Welcome Pontianak Centre

Senin, 25 Oktober 2010

Setop Alih Fungsi Lahan



 


PONTIANAK – Sekitar 150 Mahasiswa Pecinta Alam se-Indonesia menggelar aksi di Tugu Digulis, Jalan Ahmad Yani, Pontianak pada Senin (25/10). Mereka meminta pemerintah menghentikan alih fungsi lahan dengan tidak lagi memberikan izin perkebunan kelapa sawit. Aksi juga meminta Peraturan Gubernur Kalbar 34/2007 tentang Pedoman Penerbitan Izin Usaha Perkebunan dan kebijakan serupa di kabupaten/kota ditinjau ulang. Massa juga meminta perkuatan hak kuasa atas lahan yang dimiliki masyarakat, serta menghentikan kriminalisasi dan represifitas oleh aparat keamanan terhadap untuk mempertahankan hak kuasa atas tanah.

Setelah menggelar orasi di Tugu Digulis, dilanjutkan ke kantor Gubernur dan DPRD Provinsi Kalbar. Aksi yang dimulai dari pukul 09.00 berakhir pukul 13.30. Sempat terjadi keributan di kantor DPRD Kalbar karena di gedung tersebut sedang berlangsung sidang paripurna. Massa adu mulut dengan pihak kepolisian karena perwakilan dari DPRD tidak kunjung keluar setelah satu jam lebih mereka berada di kantor gubernur. Dari pukul 12.00, mereka tiba di gedung DPRD, sekitar pukul 13.15. Mereka dapat berbicara dengan anggota DPRD yang saat itu diwakilkan Zulkarnain Siregar, M . Jimmy. Menurut Muksin, Humas Aksi, dewasa ini permintaan pasar internasional akan minyak sawit terus meningkat. Hal ini tidak bisa dilepaskan dari kegunaan minyak sawit yang menjadi salah satu bahan baku untuk industri pangan dan industri kosmetik.

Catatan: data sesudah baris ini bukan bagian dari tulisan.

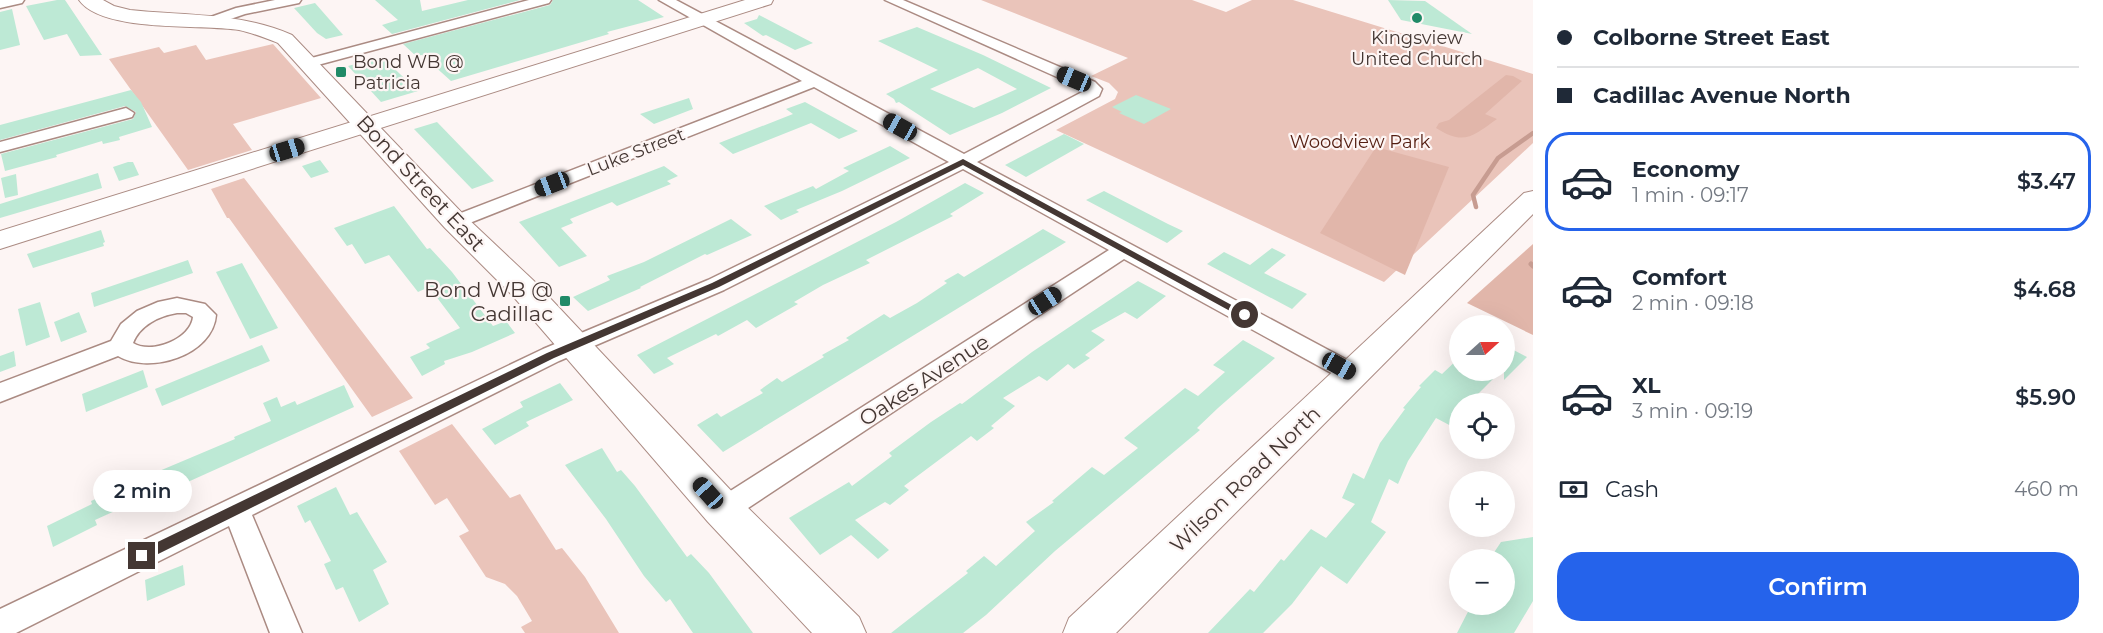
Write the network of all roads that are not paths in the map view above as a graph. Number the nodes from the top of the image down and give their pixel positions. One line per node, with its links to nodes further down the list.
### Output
1 (17, 0): 8 (street)
2 (89, 0): 11 (main road, Bond Street East)
3 (294, 0): 9 (street)
4 (544, 0): 12 (street)
5 (666, 0): 10 (street)
6 (764, 0): 10 (street)
7 (892, 0): 17 (street)
8 (0, 3)
9 (256, 4): 11 (street)
10 (702, 19): 13 (street); 15 (street)
11 (213, 21): 12 (main road, Bond Street East)
12 (309, 63): 15 (main road, Bond Street East)
13 (816, 81): 17 (street); 19 (street, Luke Street)
14 (126, 113): 16 (street)
15 (367, 125): 19 (main road, Bond Street East); 20 (street)
16 (0, 147)
17 (963, 162): 21 (street); 23 (street)
18 (1533, 199): 24 (street, Wilson Road North)
19 (455, 222): 23 (main road, Bond Street East)
20 (0, 240)
21 (1125, 249): 24 (street); 27 (street, Oakes Avenue)
22 (121, 346): 25 (street)
23 (576, 346): 26 (street); 27 (main road, Bond Street East)
24 (1353, 374): 31 (street, Wilson Road North)
25 (0, 393)
26 (236, 509): 28 (street); 29 (street)
27 (723, 510): 30 (main road, Bond Street East)
28 (0, 625)
29 (286, 633)
30 (843, 633)
31 (1085, 633)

Belum lagi mulai saat ini sedang dikembangkan minyak sawit untuk industri energi sebagai pengganti dari fosil. Meningkatnya kebutuhan bahan baku industri dipasaran internasional tidak dapat dilepaskan dari permintaan negara-negara industri untuk menggerakkan roda ekonominya yang sedang mengalami krisis.
Karena negara tersebut mendominasi ekonomi politik internasional, maka untuk memastikan ketersediaan bahan baku minyak sawit dengan menjadikan negara-negara koloninya sebagai pemasok.

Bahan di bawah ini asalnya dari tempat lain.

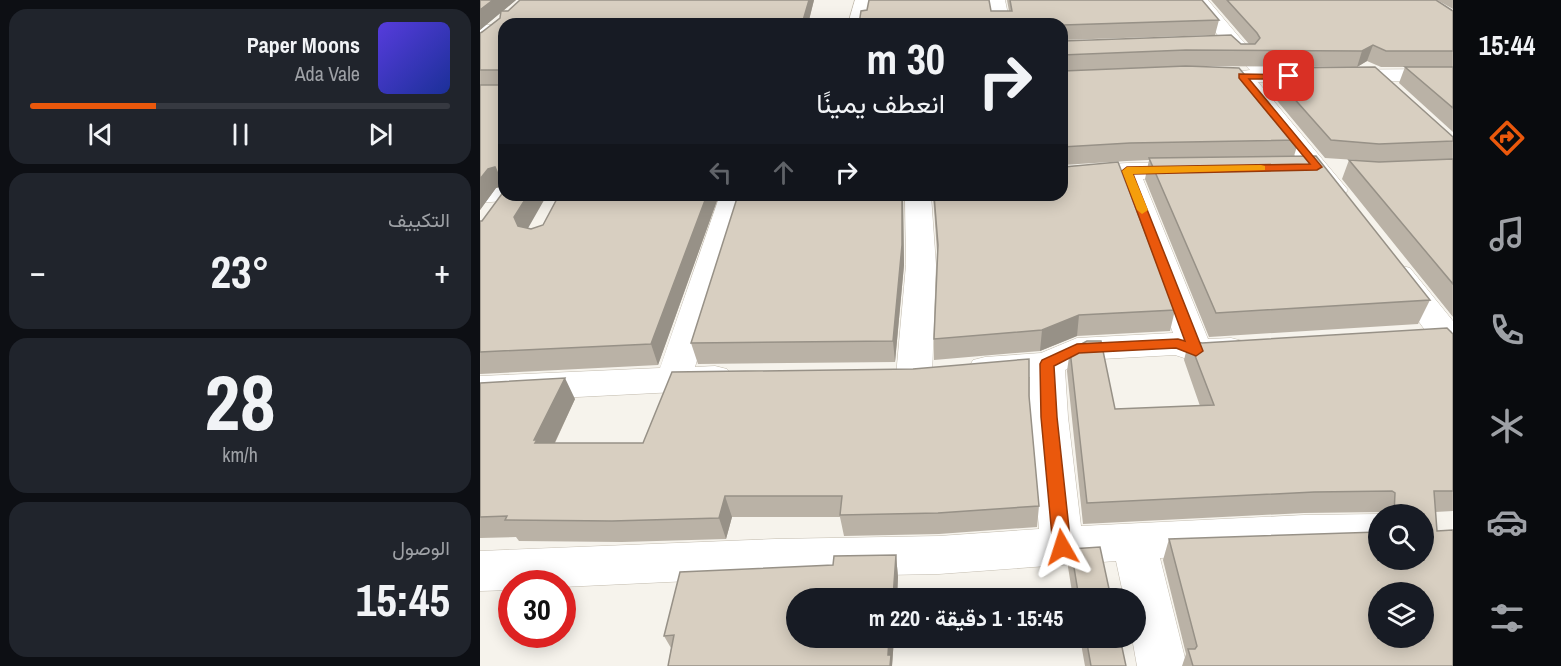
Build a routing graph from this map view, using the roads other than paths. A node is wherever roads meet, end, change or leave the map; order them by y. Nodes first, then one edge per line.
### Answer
1 (863, 0) edge
2 (997, 0) edge
3 (1199, 0) edge
4 (858, 18) edge
5 (1000, 18) edge
6 (1210, 42) edge
7 (1233, 42) junction
8 (1356, 57) edge
9 (1453, 75) edge
10 (1267, 76) junction
11 (1385, 85) junction
12 (1317, 167) junction
13 (1282, 168) edge
14 (1210, 169) edge
15 (1350, 169) edge
16 (1127, 171) junction
17 (1068, 175) edge
18 (498, 194) edge
19 (480, 195) edge
20 (501, 201) edge
21 (731, 201) edge
22 (918, 201) edge
23 (1352, 212) edge
24 (487, 223) edge
25 (1386, 257) edge
26 (1451, 327) edge
27 (1410, 337) edge
28 (1268, 346) edge
29 (1196, 351) junction
30 (1047, 364) junction
31 (940, 374) junction
32 (878, 376) edge
33 (746, 378) edge
34 (674, 379) junction
35 (480, 389) edge
36 (1368, 532) edge
37 (1134, 542) junction
38 (1062, 547) junction
39 (480, 571) edge
40 (1162, 666) edge

1 - 4 street
2 - 5 street
3 - 7 street
6 - 7 street
7 - 10 street
8 - 11 street
9 - 11 street
10 - 11 street
10 - 12 street
12 - 13 street
12 - 15 street
12 - 23 street
14 - 16 street
16 - 17 street
16 - 29 street
18 - 19 street
20 - 24 street
21 - 34 street
22 - 31 street
25 - 26 street
26 - 27 street
28 - 29 street
29 - 30 street
30 - 31 street
30 - 38 street
31 - 32 street
33 - 34 street
34 - 35 street
36 - 37 street
37 - 38 street
37 - 40 street
38 - 39 street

“Ketidakjelasan untuk mengalih fungsi lahan, terutama dalam pengalihan hutan lindung menjadi hutan produksi dengan didukung berbagai kebijakan menteri yang diturankan ke pemerintahan daerah semakin memudahkan jalur masuknya investasi perkebunan kelapa sawit secara besar-besaran, sehingga di wilayah Kalimantan Barat telah tercatat 378 perusahaan kelapa sawit yang terdaftar sementara hanya 82 perusahaan yang telah mendapatkan izin usaha perkebunan,” katanya. Kemudian dampak yang terjadi adanya monopoli tanah yang dilakukan oleh perusahaan perkebunan kelapa sawit yang mengakibatkan adanya bentuk perampasan tanah masyarakat terutama masyarakat adat.

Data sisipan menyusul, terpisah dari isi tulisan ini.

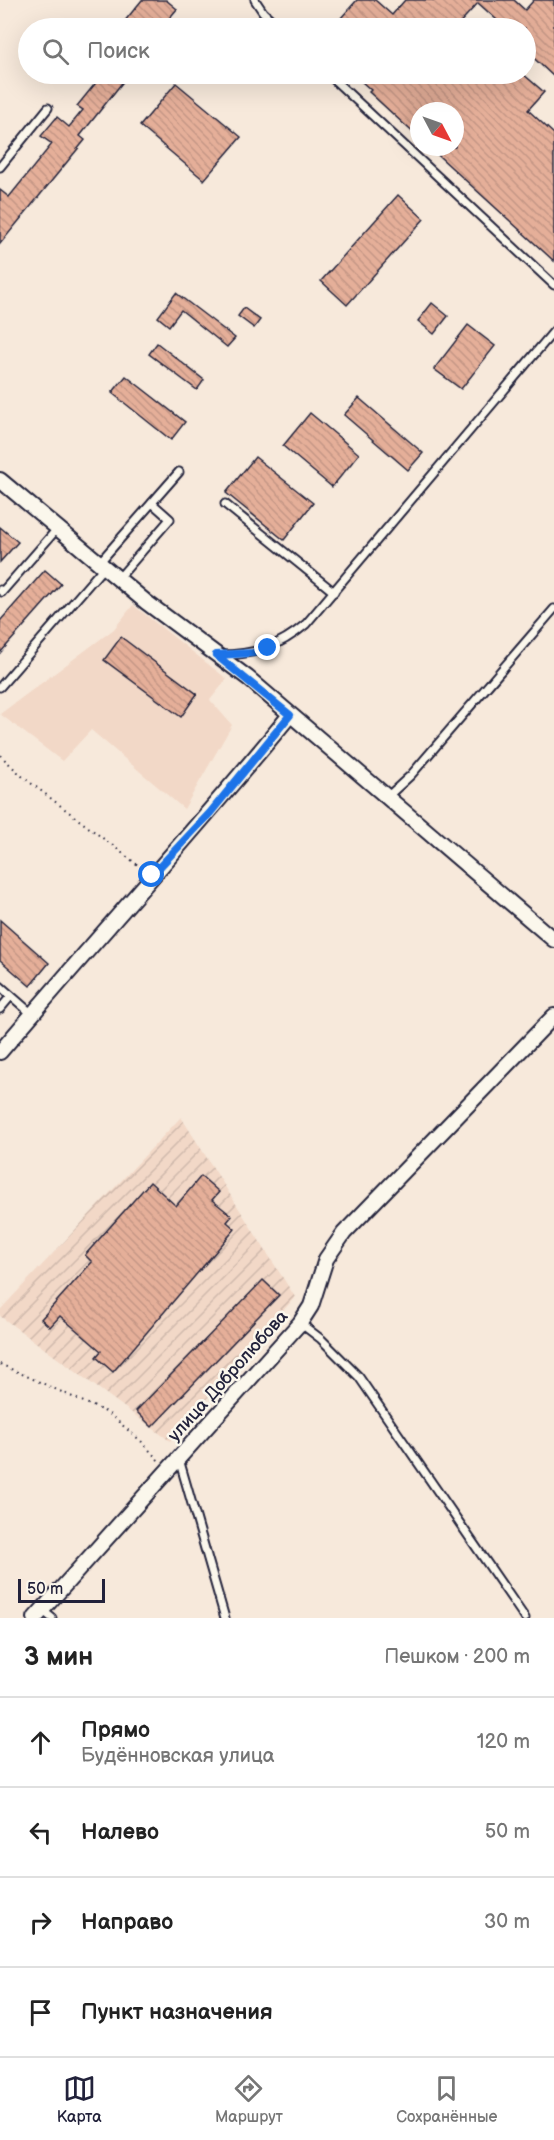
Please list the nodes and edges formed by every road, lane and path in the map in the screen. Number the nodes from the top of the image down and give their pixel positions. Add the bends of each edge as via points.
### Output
1 (255, 0) edge
2 (269, 18) edge
3 (339, 84) edge
4 (48, 108) dead end
5 (0, 167) edge
6 (554, 285) edge
7 (554, 331) edge
8 (179, 472) dead end
9 (0, 480) edge
10 (152, 504) junction
11 (225, 504) dead end
12 (57, 529) junction
13 (102, 565) junction
14 (117, 579) junction
15 (1, 592) edge
16 (333, 592) junction
17 (554, 609) edge
18 (216, 655) junction
19 (0, 687) edge
20 (290, 715) junction
21 (0, 755) edge
22 (386, 798) junction
23 (152, 875) junction
24 (554, 940) edge
25 (0, 986) edge
26 (11, 996) junction
27 (0, 1009) edge
28 (32, 1014) junction
29 (554, 1016) edge
30 (0, 1052) edge
31 (300, 1323) junction
32 (0, 1364) edge
33 (178, 1459) junction
34 (167, 1471) junction
35 (43, 1615) edge
36 (225, 1618) edge
37 (525, 1618) edge

1 - 2 lane
3 - 6 lane
4 - 5 lane
7 - 16 lane
8 - 10 lane
9 - 12 street
10 - 13 lane
10 - 14 lane via 170,519
11 - 16 lane
12 - 13 street
12 - 15 lane
13 - 14 street
13 - 19 lane
14 - 18 street
16 - 18 lane via 289,638 253,653
17 - 22 lane via 411,775
18 - 20 street
20 - 22 street
20 - 23 street via 210,813
21 - 23 path via 23,777
22 - 24 street
23 - 28 street
25 - 26 lane
26 - 27 lane
26 - 28 lane
28 - 30 street
29 - 31 street, улица Добролюбова via 344,1233 326,1259 311,1306
31 - 33 street, улица Добролюбова
31 - 37 lane via 359,1377
32 - 34 path via 108,1413 142,1442
33 - 34 street, улица Добролюбова
33 - 36 lane
34 - 35 street, улица Добролюбова

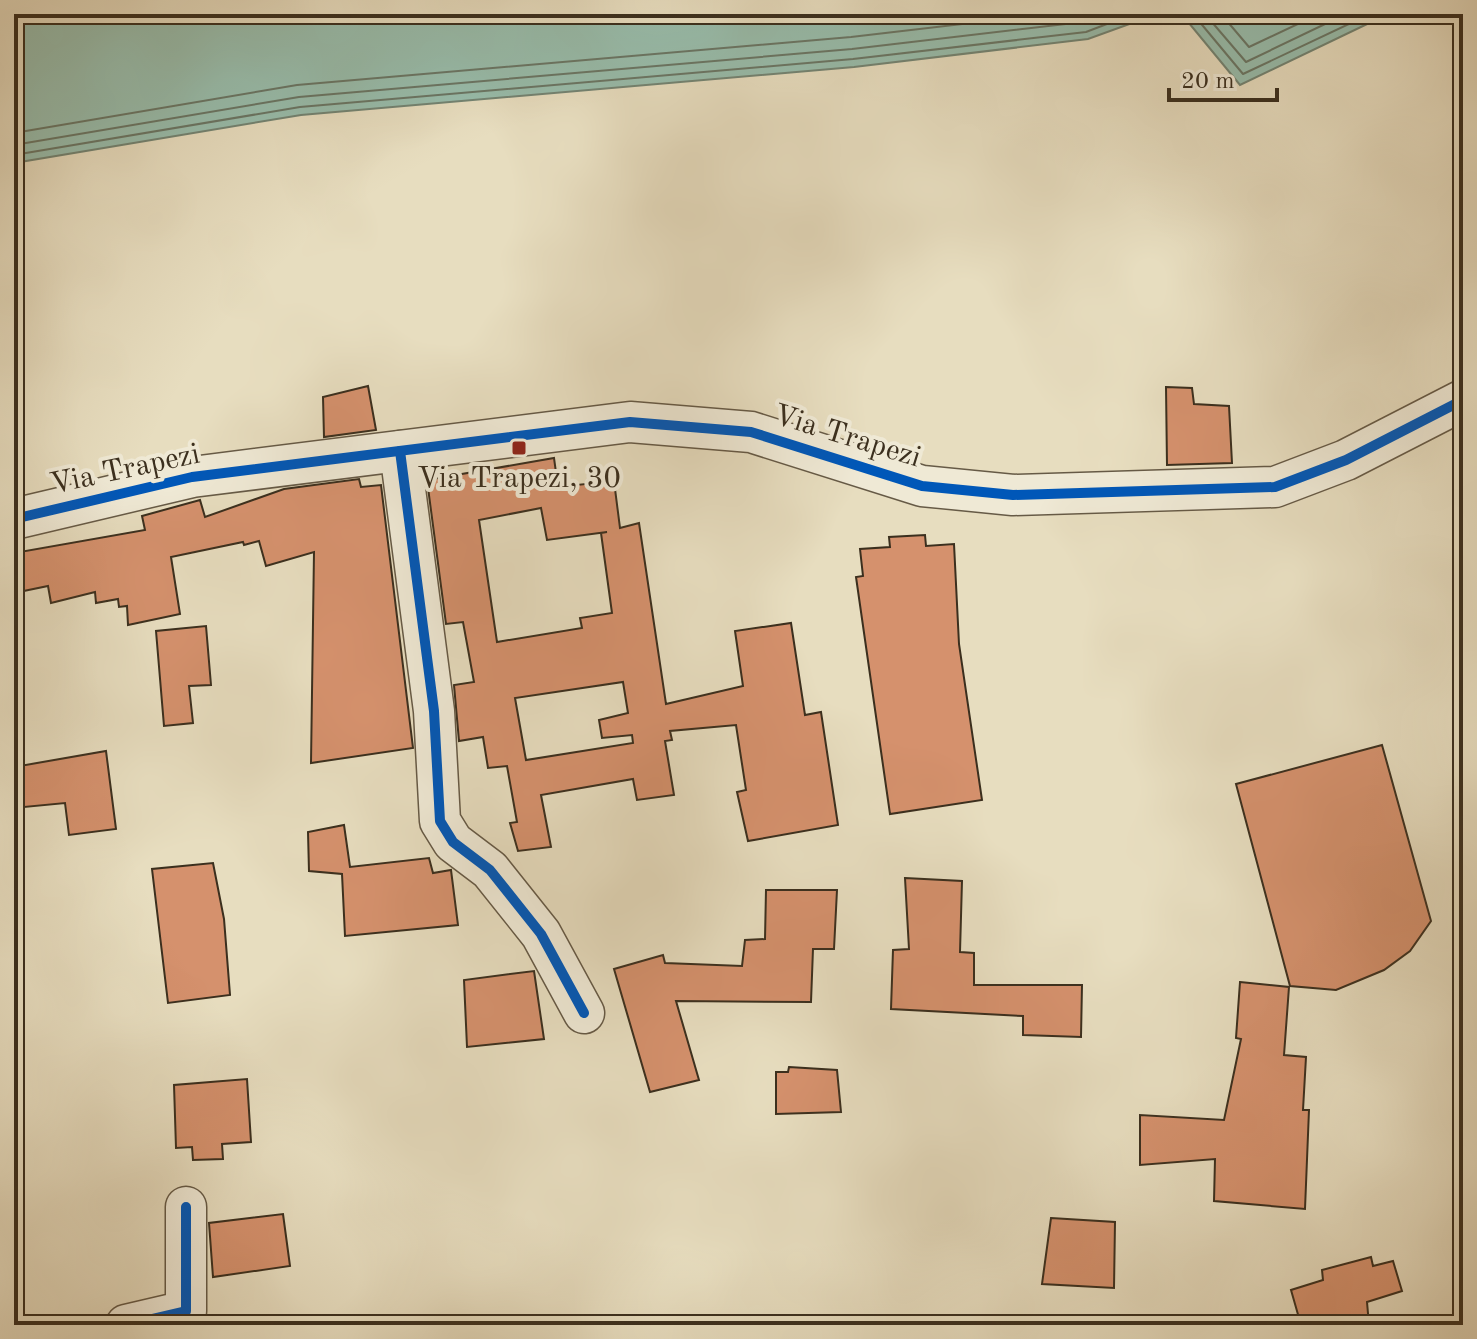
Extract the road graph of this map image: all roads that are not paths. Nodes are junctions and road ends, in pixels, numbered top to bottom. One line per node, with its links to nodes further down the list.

“Masalah lainnya seperti penebangan liar, penyelundupan. Luasnya kawasan hutan yang telah rusak. Penegakan hukum yang lemah. Kualitas SDM rendah. Belum ada perencanaan yang konkret dan terpadu untuk menangani perbatasan. Kurangnya informasi yang diperoleh masyarakat terkait perluasan perkebunan kelapa sawit. Nasionalisme dan idealisme yang semakin luntur. Kesenjangan kesejahteraan masyarakat perbatasan di Indonesia dalam hal ini Kalimantan dengan di Sarawak dan Sabah, Malaysia,” tegasnya.

Jimmy, ketua Komisi B DPRD Kalbar menyambut baik kedatangan Mapala dari 33 provinsi yang ada di Indonesia. Terkait masalah kerusakan lingkungan yang terjadi di Kalbar, ia menjelaskan Kalbar 2010 akhir akan menyelesaikan segera tata ruang. Ia menilai lingkungan saat ini memang sudah terdesak untuk segera dilakukan perbaikan. Zulkarnaen Siregar, anggota DPRD Kalbar lainnya, menambahkan, akan menjadi audiens mempertemukan mapala yang ada di seluruh Indonesia dengan beberapa dinas terkait sepeti dinas kehutanan dan dinas pertanian berdasarkan permintaan mahasiswa tersebut. “Kita juga sudah meminta dan menyampaikan keluhan agar kementrian merevisi beberapa undang-undang yang merugikan.